**RECORDS PROVIDED:**

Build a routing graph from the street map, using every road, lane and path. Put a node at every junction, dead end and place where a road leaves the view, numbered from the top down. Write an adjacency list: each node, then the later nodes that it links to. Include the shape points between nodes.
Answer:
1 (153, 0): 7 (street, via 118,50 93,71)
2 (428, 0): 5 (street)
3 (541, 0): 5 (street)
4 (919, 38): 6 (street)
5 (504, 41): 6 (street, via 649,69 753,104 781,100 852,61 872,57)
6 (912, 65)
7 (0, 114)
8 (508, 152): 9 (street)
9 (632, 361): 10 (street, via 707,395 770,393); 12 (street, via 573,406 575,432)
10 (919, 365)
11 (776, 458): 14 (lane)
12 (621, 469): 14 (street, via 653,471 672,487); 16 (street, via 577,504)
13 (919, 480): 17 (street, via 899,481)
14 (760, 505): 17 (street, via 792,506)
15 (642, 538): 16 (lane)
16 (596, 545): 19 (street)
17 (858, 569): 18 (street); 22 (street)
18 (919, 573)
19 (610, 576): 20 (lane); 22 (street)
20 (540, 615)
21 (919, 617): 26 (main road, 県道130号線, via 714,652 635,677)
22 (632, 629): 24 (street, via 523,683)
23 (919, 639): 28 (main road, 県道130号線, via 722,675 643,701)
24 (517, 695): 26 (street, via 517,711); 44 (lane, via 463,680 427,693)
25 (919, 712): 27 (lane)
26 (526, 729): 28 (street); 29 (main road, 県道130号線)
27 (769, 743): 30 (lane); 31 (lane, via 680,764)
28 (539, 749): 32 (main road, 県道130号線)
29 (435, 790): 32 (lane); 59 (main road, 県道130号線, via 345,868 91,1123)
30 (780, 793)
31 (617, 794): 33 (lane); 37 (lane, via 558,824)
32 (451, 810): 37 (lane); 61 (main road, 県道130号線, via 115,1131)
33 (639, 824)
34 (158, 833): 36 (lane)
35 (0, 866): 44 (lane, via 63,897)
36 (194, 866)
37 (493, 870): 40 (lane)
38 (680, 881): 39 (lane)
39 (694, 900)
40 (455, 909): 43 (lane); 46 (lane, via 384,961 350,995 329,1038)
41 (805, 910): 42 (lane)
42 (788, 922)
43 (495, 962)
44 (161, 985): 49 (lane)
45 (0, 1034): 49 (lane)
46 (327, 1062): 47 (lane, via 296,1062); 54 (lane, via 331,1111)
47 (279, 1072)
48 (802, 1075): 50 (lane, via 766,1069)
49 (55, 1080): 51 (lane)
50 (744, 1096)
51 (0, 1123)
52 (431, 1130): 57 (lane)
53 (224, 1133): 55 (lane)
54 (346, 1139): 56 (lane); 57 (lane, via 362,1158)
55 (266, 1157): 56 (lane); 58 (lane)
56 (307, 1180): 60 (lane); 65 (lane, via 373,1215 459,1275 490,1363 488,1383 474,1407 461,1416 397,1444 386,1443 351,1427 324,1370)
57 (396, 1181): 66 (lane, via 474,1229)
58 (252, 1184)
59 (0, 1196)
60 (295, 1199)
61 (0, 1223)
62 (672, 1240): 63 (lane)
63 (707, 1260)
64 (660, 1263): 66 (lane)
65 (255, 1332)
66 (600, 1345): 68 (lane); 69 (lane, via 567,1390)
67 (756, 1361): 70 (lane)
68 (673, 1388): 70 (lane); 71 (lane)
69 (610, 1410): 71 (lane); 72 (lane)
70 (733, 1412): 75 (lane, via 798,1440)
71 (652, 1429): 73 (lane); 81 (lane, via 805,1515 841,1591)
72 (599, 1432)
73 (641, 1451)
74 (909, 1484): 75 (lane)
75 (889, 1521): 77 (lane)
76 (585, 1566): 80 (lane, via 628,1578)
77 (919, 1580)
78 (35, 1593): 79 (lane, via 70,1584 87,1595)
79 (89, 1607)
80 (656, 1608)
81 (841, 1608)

**DIRECTIONS:** Give all of the lines above again, exactly as they are.

**RESULT OF THE EXERCISE:**
Build a routing graph from the street map, using every road, lane and path. Put a node at every junction, dead end and place where a road leaves the view, numbered from the top down. Write an adjacency list: each node, then the later nodes that it links to. Include the shape points between nodes.
Answer:
1 (153, 0): 7 (street, via 118,50 93,71)
2 (428, 0): 5 (street)
3 (541, 0): 5 (street)
4 (919, 38): 6 (street)
5 (504, 41): 6 (street, via 649,69 753,104 781,100 852,61 872,57)
6 (912, 65)
7 (0, 114)
8 (508, 152): 9 (street)
9 (632, 361): 10 (street, via 707,395 770,393); 12 (street, via 573,406 575,432)
10 (919, 365)
11 (776, 458): 14 (lane)
12 (621, 469): 14 (street, via 653,471 672,487); 16 (street, via 577,504)
13 (919, 480): 17 (street, via 899,481)
14 (760, 505): 17 (street, via 792,506)
15 (642, 538): 16 (lane)
16 (596, 545): 19 (street)
17 (858, 569): 18 (street); 22 (street)
18 (919, 573)
19 (610, 576): 20 (lane); 22 (street)
20 (540, 615)
21 (919, 617): 26 (main road, 県道130号線, via 714,652 635,677)
22 (632, 629): 24 (street, via 523,683)
23 (919, 639): 28 (main road, 県道130号線, via 722,675 643,701)
24 (517, 695): 26 (street, via 517,711); 44 (lane, via 463,680 427,693)
25 (919, 712): 27 (lane)
26 (526, 729): 28 (street); 29 (main road, 県道130号線)
27 (769, 743): 30 (lane); 31 (lane, via 680,764)
28 (539, 749): 32 (main road, 県道130号線)
29 (435, 790): 32 (lane); 59 (main road, 県道130号線, via 345,868 91,1123)
30 (780, 793)
31 (617, 794): 33 (lane); 37 (lane, via 558,824)
32 (451, 810): 37 (lane); 61 (main road, 県道130号線, via 115,1131)
33 (639, 824)
34 (158, 833): 36 (lane)
35 (0, 866): 44 (lane, via 63,897)
36 (194, 866)
37 (493, 870): 40 (lane)
38 (680, 881): 39 (lane)
39 (694, 900)
40 (455, 909): 43 (lane); 46 (lane, via 384,961 350,995 329,1038)
41 (805, 910): 42 (lane)
42 (788, 922)
43 (495, 962)
44 (161, 985): 49 (lane)
45 (0, 1034): 49 (lane)
46 (327, 1062): 47 (lane, via 296,1062); 54 (lane, via 331,1111)
47 (279, 1072)
48 (802, 1075): 50 (lane, via 766,1069)
49 (55, 1080): 51 (lane)
50 (744, 1096)
51 (0, 1123)
52 (431, 1130): 57 (lane)
53 (224, 1133): 55 (lane)
54 (346, 1139): 56 (lane); 57 (lane, via 362,1158)
55 (266, 1157): 56 (lane); 58 (lane)
56 (307, 1180): 60 (lane); 65 (lane, via 373,1215 459,1275 490,1363 488,1383 474,1407 461,1416 397,1444 386,1443 351,1427 324,1370)
57 (396, 1181): 66 (lane, via 474,1229)
58 (252, 1184)
59 (0, 1196)
60 (295, 1199)
61 (0, 1223)
62 (672, 1240): 63 (lane)
63 (707, 1260)
64 (660, 1263): 66 (lane)
65 (255, 1332)
66 (600, 1345): 68 (lane); 69 (lane, via 567,1390)
67 (756, 1361): 70 (lane)
68 (673, 1388): 70 (lane); 71 (lane)
69 (610, 1410): 71 (lane); 72 (lane)
70 (733, 1412): 75 (lane, via 798,1440)
71 (652, 1429): 73 (lane); 81 (lane, via 805,1515 841,1591)
72 (599, 1432)
73 (641, 1451)
74 (909, 1484): 75 (lane)
75 (889, 1521): 77 (lane)
76 (585, 1566): 80 (lane, via 628,1578)
77 (919, 1580)
78 (35, 1593): 79 (lane, via 70,1584 87,1595)
79 (89, 1607)
80 (656, 1608)
81 (841, 1608)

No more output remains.